The Saturday Standard has established that a furious President Kenyatta summoned his Education Cabinet Secretary Amina Mohammed to a meeting on the sidelines of his Nyanza tour and put her on notice over the confusion.
The session with the President is said to have triggered a wave of actions that prompted Jogoo House to call two crisis meetings to give direction on the fate of the new curriculum implementation.
Roll out plan
Sources familiar with the intrigues surrounding the matter said the president acted on the basis of a short brief presented to him with details of the state of curriculum preparedness and the roll out plan.
He was concerned by the confusion occasioned by an announcement made by Amina in Parliament this week, that indicated the national roll out of the 2-6-6-3 education curriculum had been suspended.
Appearing before the Senate Education Committee, Amina said the ministry was not ready to roll out Competence Based Curriculum (CBC), overruling an assurance already rendered by her technocrats.
“We are not ready to roll out the curriculum across the country. The curriculum will be introduced in teacher training colleges so that those coming out are well versed with it,” she said.
Amina said the new curriculum, which was supposed to be launched in January, had been put on hold.
“The worst thing that can happen is for us to roll out something that we are not all comfortable with. A little discomfort is acceptable but huge discomfort is unacceptable,” Amina said.
Amina said the roll-out of the new curriculum is important “but cannot be rushed”.
“The design is fantastic but the devil is in the detail of implementation. We are doing all we can as a ministry to bring stakeholders on board,” said Amina.

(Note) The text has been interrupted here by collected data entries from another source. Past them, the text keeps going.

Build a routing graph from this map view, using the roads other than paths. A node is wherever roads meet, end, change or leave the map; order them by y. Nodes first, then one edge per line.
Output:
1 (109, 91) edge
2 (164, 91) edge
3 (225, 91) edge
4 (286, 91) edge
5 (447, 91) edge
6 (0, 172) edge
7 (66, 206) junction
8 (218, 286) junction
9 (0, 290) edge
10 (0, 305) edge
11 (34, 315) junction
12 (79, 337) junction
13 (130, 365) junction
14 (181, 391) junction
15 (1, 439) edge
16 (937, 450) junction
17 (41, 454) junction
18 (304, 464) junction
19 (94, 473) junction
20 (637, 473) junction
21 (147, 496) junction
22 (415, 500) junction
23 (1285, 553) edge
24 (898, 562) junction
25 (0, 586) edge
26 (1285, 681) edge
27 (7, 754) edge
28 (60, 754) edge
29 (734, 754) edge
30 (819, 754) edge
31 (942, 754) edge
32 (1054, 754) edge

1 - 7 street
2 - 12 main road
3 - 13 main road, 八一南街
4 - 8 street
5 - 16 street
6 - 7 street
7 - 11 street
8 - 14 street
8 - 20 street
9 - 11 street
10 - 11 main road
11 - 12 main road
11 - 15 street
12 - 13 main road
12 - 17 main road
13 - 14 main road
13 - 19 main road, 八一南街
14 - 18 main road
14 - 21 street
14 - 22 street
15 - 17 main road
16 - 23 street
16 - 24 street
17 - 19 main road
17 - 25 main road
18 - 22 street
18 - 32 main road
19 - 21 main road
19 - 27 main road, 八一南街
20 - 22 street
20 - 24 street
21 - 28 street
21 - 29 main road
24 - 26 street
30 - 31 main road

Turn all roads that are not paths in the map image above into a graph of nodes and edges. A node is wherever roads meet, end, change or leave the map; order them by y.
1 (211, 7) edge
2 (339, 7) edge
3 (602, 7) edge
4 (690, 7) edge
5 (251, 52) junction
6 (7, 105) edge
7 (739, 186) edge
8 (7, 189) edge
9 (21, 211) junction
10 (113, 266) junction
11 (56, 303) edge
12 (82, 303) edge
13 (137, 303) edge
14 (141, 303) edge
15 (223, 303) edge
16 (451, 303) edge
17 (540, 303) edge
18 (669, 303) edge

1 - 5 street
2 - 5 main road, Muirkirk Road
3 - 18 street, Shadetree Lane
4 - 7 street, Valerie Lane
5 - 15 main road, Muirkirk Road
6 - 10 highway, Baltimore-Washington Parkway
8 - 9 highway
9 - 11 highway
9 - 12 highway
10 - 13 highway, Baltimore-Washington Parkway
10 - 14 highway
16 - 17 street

Amina spoke just days after Basic Education PS Belio Kipsang and KICD Chief Executive Officer Jwan Julius, in a live television interview at the University of Nairobi, affirmed the roll-out was on course and plans complete. “We have gone through a process preparing teachers and engaging parents and other stakeholders. We have done what we were required to do,” Kipsang told the public.
Ministry officials who spoke to Saturday Standard expressed shock at the turn of events, with parents and education stakeholders expressing concern over huge investments already committed to the reform process.
Signs of a major crisis however arose yesterday after it emerged that a team from the ministry were tasked to review statements made by Amina at the Senate, to establish if indeed she said the curriculum roll-out would be stopped.
“The team reviewed the footage from Senate and confirmed that at no point did the CS say the curriculum roll-out had been stopped and it’s back to 8-4-4 system,” said a senior Ministry of Education official not authorised to speak to the media. The revelation came as Amina convened an urgent meeting at her Jogoo House office bringing together internal and external stakeholders to lay ground for a bigger meeting scheduled for today.
Top ministry officials, publishers and private schools representatives attended the meeting.
Another communication from KICD invited the National Curriculum Steering Committee to a major morning meeting today.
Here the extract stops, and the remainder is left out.